Vanilla Actor-Critic classic control preset.

Parameters
  • device (str) – The device to load parameters and buffers onto for this agent.

  • discount_factor (float) – Discount factor for future rewards.

  • lr_v (float) – Learning rate for value network.

  • lr_pi (float) – Learning rate for policy network and feature network.

  • eps (float) – Stability parameters for the Adam optimizer.

  • feature_model_constructor (function) – The function used to construct the neural feature model.

  • value_model_constructor (function) – The function used to construct the neural value model.

  • policy_model_constructor (function) – The function used to construct the neural policy model.

all.presets.classic_control.vpg(device='cpu', discount_factor=0.99, lr=0.005, min_batch_size=500, feature_model_constructor=<function fc_relu_features>, value_model_constructor=<function fc_value_head>, policy_model_constructor=<function fc_policy_head>)

Vanilla Policy Gradient classic control preset.

Parameters
  • device (str) – The device to load parameters and buffers onto for this agent.

  • discount_factor (float) – Discount factor for future rewards.

  • last_frame (int) – Number of frames to train.

  • lr (float) – Learning rate for the Adam optimizer.

  • min_batch_size (int) – Continue running complete episodes until at least this many states have been seen since the last update.

  • feature_model_constructor (function) – The function used to construct the neural feature model.

  • value_model_constructor (function) – The function used to construct the neural value model.

  • policy_model_constructor (function) – The function used to construct the neural policy model.

all.presets.classic_control.vqn(device='cpu', discount_factor=0.99, lr=0.01, eps=1e-05, epsilon=0.1, n_envs=8, model_constructor=<function fc_relu_q>)

Vanilla Q-Network classic control preset.

Parameters
  • device (str) – The device to load parameters and buffers onto for this agent.

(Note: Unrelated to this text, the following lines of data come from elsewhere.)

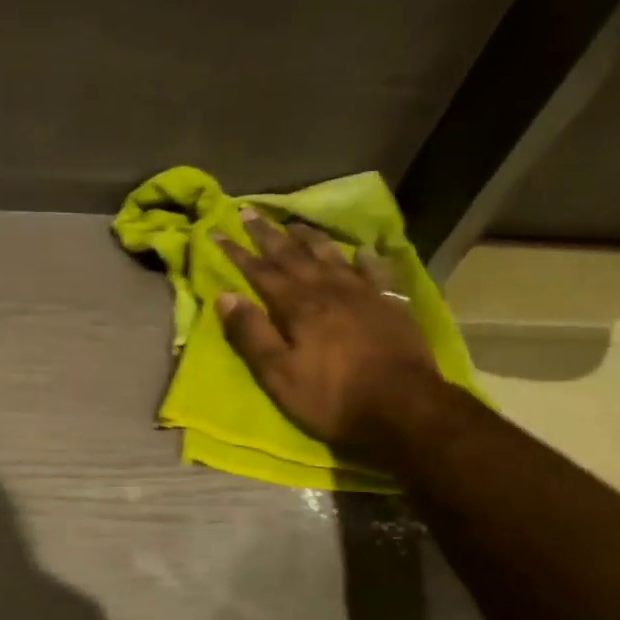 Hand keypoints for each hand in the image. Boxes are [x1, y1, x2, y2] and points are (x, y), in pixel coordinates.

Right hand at [216, 210, 444, 456]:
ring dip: (310, 238)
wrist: (403, 407)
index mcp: (297, 306)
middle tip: (249, 212)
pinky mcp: (390, 305)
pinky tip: (361, 251)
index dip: (237, 252)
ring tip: (296, 224)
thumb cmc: (332, 397)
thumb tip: (225, 296)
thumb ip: (251, 334)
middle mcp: (328, 289)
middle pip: (293, 255)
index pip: (259, 271)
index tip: (217, 231)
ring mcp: (363, 294)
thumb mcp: (279, 374)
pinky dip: (365, 259)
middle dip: (268, 234)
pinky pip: (375, 273)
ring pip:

  • discount_factor (float) – Discount factor for future rewards.

  • lr (float) – Learning rate for the Adam optimizer.

  • eps (float) – Stability parameters for the Adam optimizer.

  • epsilon (int) – Probability of choosing a random action.

  • n_envs (int) – Number of parallel environments.

  • model_constructor (function) – The function used to construct the neural model.

all.presets.classic_control.vsarsa(device='cpu', discount_factor=0.99, lr=0.01, eps=1e-05, epsilon=0.1, n_envs=8, model_constructor=<function fc_relu_q>)

Vanilla SARSA classic control preset.

Parameters
  • device (str) – The device to load parameters and buffers onto for this agent.

  • discount_factor (float) – Discount factor for future rewards.

  • lr (float) – Learning rate for the Adam optimizer.

  • eps (float) – Stability parameters for the Adam optimizer.

  • epsilon (int) – Probability of choosing a random action.

  • n_envs (int) – Number of parallel environments.

  • model_constructor (function) – The function used to construct the neural model.